#### [WHAT THE EXERCISE ASKS]
Would you copy every line of the listing below that includes the word "lane"?
─── MATERIAL SUPPLIED
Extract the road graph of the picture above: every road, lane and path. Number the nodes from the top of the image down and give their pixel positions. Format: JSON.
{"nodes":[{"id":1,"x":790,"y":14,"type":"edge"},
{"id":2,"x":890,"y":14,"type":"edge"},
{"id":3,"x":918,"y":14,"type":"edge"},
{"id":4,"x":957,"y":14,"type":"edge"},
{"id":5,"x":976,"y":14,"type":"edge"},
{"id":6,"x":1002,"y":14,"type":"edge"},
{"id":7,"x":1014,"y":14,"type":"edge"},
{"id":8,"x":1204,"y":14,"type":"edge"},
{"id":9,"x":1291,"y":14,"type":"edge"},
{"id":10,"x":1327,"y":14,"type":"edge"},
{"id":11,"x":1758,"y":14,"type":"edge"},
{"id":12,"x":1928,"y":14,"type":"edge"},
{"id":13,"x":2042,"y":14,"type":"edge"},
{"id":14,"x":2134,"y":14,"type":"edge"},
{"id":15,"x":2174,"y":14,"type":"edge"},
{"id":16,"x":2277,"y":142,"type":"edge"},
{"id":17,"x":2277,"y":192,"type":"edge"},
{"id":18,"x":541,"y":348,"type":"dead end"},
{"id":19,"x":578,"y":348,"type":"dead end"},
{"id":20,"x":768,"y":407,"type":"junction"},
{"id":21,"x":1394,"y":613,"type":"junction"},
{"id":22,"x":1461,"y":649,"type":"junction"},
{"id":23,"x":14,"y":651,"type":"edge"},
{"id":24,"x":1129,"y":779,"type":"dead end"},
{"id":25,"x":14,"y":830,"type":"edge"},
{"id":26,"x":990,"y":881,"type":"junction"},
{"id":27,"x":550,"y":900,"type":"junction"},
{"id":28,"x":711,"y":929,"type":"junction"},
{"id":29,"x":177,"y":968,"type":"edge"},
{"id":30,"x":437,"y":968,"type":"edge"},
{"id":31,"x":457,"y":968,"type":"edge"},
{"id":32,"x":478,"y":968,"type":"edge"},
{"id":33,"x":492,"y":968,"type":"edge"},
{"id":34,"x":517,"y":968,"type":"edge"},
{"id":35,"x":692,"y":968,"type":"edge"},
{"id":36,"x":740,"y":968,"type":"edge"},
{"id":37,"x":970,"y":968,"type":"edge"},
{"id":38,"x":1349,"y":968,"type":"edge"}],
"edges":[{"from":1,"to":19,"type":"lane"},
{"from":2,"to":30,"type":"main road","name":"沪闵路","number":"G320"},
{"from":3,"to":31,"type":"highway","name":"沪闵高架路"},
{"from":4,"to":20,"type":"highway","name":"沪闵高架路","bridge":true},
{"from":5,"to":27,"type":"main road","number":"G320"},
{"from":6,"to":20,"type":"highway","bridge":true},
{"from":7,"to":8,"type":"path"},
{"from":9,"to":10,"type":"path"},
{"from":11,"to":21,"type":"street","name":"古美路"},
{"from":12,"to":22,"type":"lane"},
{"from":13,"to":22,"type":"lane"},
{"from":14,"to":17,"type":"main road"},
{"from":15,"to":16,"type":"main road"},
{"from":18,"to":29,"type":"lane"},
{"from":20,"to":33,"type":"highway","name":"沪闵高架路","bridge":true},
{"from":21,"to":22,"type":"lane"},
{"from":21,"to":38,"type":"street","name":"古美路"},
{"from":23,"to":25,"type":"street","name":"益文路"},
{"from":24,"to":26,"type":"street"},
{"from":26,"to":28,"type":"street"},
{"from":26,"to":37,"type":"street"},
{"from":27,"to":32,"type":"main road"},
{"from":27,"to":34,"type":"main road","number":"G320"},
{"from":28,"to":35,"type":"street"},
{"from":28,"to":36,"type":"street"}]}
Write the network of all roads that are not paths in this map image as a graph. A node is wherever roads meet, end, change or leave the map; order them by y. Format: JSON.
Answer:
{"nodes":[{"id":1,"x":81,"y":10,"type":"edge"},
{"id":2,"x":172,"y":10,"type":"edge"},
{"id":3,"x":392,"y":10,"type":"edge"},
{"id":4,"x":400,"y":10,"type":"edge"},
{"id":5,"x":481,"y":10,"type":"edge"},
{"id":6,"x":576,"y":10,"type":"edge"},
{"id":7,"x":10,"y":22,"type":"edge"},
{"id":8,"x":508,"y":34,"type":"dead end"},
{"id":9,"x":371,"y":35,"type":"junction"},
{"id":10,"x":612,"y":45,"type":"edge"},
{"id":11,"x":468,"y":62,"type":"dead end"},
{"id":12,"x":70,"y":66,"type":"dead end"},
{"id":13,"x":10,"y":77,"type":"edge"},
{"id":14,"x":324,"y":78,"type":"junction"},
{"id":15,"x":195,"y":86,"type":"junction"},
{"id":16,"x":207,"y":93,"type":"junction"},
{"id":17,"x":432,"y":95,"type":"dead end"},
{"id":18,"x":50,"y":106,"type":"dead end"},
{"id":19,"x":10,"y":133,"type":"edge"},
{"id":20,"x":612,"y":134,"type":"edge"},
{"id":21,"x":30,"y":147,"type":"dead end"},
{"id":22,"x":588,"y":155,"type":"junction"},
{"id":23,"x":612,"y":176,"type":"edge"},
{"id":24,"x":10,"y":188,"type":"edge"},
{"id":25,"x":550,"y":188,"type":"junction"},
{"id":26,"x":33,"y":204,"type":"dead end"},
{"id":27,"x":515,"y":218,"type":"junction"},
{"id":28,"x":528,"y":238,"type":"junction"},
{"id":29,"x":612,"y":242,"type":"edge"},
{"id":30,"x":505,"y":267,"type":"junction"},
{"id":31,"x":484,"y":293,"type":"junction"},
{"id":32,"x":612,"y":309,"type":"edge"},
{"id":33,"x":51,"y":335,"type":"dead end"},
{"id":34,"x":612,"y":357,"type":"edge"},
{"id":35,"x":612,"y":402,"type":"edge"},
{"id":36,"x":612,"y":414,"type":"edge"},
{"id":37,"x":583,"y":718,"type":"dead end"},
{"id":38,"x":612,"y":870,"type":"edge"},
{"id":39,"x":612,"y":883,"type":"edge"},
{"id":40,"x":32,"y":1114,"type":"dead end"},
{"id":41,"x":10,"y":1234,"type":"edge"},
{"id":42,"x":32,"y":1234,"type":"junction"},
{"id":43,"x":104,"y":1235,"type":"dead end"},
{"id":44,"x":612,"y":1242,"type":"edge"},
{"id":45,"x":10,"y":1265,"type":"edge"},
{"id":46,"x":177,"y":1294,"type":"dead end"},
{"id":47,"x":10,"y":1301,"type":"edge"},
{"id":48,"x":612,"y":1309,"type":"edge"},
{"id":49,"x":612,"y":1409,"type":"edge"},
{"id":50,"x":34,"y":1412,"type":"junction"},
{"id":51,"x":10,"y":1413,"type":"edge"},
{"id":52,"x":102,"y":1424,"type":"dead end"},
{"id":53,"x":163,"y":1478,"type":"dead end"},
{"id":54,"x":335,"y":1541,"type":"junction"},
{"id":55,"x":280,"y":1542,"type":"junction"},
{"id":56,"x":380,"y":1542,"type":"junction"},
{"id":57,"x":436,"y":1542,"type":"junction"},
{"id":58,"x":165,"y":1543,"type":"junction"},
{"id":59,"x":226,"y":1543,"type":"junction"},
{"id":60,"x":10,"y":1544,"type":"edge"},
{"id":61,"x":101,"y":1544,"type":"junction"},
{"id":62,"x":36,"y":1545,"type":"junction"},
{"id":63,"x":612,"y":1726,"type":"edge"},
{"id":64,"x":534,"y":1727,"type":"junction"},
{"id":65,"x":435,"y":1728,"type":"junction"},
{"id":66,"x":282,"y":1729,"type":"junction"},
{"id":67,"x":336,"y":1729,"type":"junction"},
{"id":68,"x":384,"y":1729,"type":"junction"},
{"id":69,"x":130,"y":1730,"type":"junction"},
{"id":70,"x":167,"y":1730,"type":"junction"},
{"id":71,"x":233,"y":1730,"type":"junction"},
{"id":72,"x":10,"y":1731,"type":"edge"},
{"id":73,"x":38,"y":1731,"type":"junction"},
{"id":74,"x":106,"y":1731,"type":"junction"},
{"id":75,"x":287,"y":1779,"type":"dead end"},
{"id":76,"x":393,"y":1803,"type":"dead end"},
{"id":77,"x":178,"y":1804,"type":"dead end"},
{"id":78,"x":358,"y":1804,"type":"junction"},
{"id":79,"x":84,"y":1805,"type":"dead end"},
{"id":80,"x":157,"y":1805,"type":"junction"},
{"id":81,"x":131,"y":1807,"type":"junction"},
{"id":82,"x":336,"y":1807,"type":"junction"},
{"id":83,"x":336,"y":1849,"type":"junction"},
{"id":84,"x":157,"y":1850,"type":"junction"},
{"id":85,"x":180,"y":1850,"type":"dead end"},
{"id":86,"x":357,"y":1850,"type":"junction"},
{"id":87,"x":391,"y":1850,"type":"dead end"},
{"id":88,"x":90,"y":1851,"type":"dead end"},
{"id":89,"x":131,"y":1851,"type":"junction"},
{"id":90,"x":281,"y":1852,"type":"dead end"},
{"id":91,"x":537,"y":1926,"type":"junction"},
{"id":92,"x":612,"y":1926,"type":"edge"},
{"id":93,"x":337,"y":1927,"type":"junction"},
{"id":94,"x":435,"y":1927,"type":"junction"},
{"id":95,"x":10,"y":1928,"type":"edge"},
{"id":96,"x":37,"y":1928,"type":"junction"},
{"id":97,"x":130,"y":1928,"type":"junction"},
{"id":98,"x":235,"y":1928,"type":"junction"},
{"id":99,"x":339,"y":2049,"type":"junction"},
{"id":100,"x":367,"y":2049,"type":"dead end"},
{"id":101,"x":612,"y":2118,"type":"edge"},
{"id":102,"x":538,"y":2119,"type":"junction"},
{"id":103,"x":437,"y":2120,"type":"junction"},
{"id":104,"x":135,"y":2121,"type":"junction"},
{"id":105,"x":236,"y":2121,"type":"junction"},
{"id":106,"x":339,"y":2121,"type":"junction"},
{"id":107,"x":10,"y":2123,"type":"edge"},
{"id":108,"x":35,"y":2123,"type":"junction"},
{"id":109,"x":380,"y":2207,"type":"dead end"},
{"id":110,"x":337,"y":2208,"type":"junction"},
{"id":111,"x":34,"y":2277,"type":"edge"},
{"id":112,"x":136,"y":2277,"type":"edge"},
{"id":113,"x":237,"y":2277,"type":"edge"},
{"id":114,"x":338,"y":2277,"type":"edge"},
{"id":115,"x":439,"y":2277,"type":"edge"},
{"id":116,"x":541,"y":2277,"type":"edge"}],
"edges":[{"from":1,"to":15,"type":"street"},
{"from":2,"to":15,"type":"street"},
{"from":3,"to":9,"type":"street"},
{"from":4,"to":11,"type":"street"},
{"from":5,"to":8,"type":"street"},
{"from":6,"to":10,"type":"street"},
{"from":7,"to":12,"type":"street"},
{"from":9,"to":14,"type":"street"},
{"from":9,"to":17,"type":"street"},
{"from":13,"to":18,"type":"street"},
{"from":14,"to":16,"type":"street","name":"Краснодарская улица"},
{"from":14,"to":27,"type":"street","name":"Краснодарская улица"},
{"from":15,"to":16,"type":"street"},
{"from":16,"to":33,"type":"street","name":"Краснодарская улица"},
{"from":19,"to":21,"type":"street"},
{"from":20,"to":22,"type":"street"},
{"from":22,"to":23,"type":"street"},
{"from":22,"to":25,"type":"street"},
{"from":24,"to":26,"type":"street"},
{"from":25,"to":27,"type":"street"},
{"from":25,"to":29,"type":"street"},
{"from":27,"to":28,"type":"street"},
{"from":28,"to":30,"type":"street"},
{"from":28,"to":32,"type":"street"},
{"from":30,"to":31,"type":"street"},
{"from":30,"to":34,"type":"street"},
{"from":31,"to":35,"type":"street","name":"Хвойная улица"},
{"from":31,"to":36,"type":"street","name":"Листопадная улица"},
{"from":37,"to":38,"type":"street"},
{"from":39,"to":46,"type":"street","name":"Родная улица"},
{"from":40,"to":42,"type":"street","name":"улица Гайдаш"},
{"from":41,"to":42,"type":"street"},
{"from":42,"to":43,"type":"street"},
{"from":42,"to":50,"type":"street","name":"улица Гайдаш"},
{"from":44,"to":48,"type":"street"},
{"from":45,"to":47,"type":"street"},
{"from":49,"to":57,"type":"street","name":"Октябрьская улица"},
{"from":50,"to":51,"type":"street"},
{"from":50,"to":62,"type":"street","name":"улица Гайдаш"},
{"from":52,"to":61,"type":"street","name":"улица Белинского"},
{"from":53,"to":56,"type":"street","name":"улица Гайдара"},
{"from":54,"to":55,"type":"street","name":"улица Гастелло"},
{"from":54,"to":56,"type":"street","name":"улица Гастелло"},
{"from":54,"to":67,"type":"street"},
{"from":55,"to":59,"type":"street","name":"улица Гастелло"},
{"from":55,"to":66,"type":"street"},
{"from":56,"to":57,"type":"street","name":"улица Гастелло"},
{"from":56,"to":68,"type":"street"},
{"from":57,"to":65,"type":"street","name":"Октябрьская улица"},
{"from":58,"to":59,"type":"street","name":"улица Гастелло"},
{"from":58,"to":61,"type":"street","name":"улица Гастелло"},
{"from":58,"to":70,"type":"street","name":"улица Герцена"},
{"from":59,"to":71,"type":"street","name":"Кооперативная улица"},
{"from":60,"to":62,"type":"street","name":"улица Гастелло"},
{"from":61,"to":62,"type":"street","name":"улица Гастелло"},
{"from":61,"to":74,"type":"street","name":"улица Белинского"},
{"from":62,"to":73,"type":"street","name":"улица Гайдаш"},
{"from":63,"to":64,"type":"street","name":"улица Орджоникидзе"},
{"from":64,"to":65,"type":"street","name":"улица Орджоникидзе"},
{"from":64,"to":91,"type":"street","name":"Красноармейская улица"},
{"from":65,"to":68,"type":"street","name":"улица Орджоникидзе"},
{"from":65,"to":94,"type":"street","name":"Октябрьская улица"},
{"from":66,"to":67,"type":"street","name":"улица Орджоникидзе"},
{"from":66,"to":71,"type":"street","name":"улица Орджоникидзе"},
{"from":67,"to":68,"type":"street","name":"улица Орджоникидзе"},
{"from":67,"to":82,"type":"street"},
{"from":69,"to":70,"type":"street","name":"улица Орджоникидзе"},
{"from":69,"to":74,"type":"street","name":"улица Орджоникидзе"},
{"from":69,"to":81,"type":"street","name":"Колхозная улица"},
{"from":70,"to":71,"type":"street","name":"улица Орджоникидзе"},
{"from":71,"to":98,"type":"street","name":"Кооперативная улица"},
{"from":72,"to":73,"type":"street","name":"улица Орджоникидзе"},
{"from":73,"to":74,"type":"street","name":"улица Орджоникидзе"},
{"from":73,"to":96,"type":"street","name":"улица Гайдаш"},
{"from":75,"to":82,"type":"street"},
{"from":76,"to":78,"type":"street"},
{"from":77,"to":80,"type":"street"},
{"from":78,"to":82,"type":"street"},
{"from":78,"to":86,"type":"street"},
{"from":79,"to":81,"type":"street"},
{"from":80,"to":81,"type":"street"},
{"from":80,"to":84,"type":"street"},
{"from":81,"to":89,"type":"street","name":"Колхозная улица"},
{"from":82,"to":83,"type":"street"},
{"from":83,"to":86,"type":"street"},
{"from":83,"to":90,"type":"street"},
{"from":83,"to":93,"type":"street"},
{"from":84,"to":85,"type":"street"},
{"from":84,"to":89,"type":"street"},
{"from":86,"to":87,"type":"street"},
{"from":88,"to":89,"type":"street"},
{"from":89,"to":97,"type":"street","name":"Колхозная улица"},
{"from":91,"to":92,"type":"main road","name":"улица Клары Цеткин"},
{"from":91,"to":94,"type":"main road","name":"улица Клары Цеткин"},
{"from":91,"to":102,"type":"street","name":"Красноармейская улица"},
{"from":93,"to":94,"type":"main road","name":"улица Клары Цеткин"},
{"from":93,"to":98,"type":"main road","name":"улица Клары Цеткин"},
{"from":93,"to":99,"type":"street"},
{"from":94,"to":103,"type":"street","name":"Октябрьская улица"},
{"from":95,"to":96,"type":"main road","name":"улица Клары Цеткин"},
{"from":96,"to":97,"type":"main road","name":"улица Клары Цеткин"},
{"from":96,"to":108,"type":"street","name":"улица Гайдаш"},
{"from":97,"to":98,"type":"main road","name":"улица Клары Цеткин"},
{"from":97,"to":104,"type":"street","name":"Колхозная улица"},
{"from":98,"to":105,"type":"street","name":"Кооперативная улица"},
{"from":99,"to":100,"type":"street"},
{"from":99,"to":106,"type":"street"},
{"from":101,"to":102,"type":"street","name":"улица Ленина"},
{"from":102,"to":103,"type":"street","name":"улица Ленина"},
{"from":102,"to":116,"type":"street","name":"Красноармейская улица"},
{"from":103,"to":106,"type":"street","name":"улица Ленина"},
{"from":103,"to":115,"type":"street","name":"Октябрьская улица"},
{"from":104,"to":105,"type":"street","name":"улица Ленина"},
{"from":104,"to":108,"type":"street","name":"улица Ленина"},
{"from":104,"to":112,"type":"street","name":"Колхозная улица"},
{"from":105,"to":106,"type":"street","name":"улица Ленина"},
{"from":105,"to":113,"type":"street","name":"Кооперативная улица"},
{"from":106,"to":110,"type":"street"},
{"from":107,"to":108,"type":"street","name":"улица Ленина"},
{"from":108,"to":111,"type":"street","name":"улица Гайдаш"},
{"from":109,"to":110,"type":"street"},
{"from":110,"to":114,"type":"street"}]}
──────
#### [EXERCISE ANSWER]
Extract the road graph of the picture above: every road, lane and path. Number the nodes from the top of the image down and give their pixel positions. Format: JSON.
"edges":[{"from":1,"to":19,"type":"lane"},
{"from":12,"to":22,"type":"lane"},
{"from":13,"to":22,"type":"lane"},
{"from":18,"to":29,"type":"lane"},
{"from":21,"to":22,"type":"lane"},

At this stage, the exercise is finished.